Task directions ▸
Lines that include "pinky" make up the answer; copy all of them from the data below.
------------------------------------------------------------
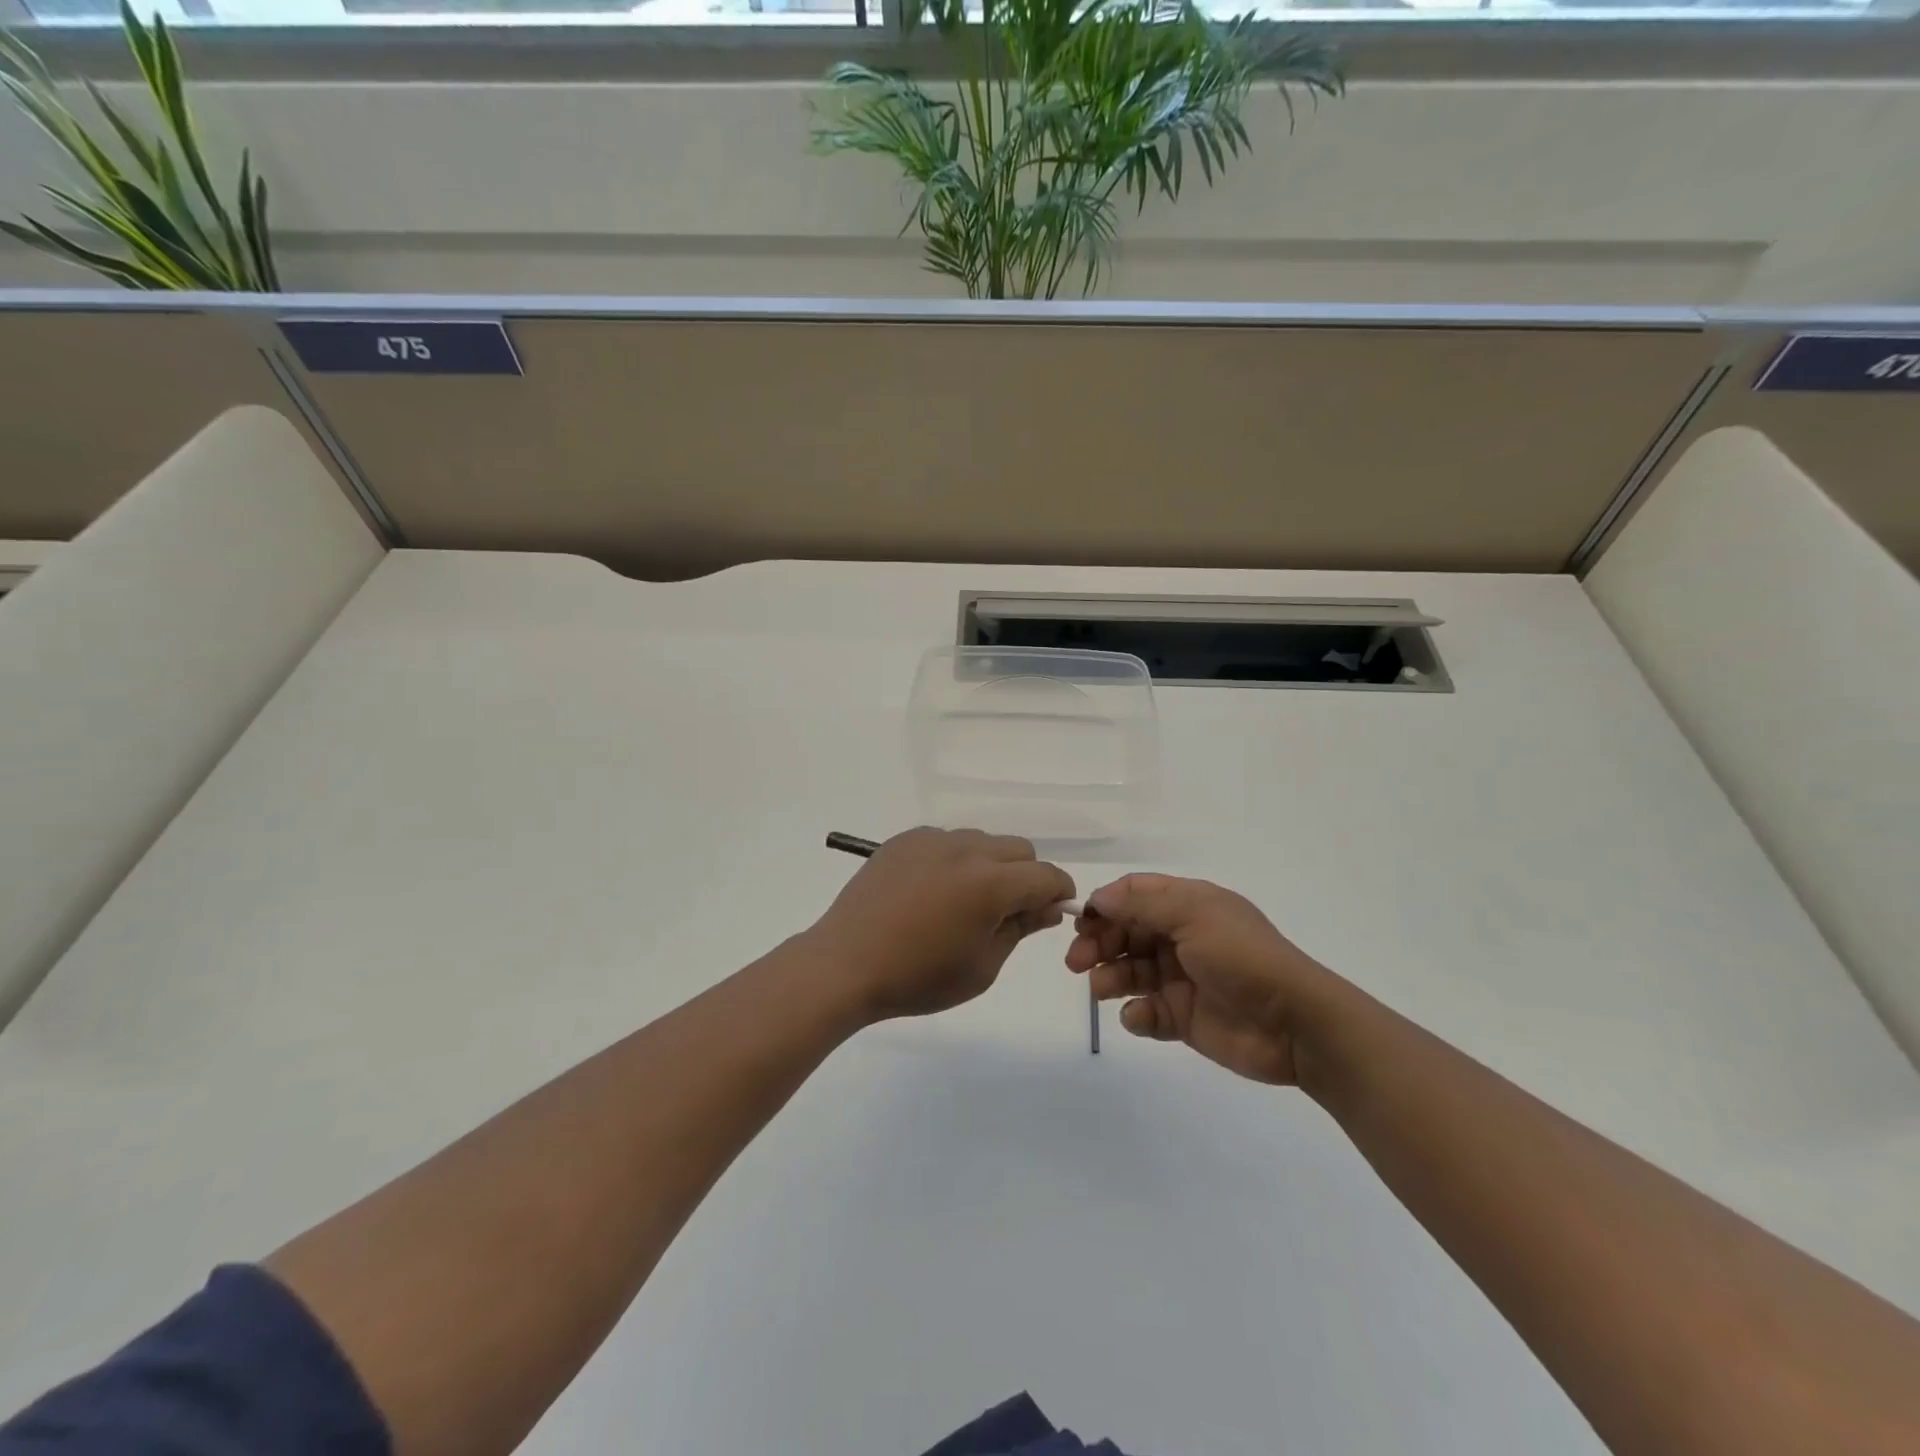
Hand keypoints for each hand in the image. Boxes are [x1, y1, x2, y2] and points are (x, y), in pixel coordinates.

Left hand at [809, 828, 1075, 1022]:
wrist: (845, 964)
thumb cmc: (918, 978)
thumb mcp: (982, 967)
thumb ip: (1020, 929)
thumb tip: (1046, 907)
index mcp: (991, 884)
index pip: (1046, 875)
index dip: (1059, 893)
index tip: (1052, 911)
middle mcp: (967, 850)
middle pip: (1019, 850)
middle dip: (1026, 877)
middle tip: (1006, 912)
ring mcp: (933, 839)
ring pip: (983, 841)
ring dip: (990, 865)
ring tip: (964, 901)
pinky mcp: (905, 839)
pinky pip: (947, 840)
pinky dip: (954, 860)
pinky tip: (931, 891)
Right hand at [1065, 874, 1340, 1085]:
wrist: (1294, 1024)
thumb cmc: (1242, 958)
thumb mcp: (1194, 915)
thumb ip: (1142, 903)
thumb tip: (1099, 897)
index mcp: (1188, 906)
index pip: (1134, 896)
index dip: (1105, 905)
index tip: (1080, 921)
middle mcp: (1181, 938)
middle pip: (1125, 933)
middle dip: (1098, 944)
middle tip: (1076, 962)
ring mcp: (1181, 979)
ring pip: (1130, 972)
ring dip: (1109, 977)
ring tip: (1102, 989)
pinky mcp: (1183, 1017)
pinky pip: (1146, 1011)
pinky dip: (1136, 1013)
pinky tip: (1140, 1016)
------------------------------------------------------------
Result of this exercise ▸
pinky mcp: (905, 839)
pinky pip: (947, 840)
pinky dip: (954, 860)
pinky tip: (931, 891)
pinky mcp: (1183, 1017)
pinky pip: (1146, 1011)
pinky dip: (1136, 1013)
pinky tip: (1140, 1016)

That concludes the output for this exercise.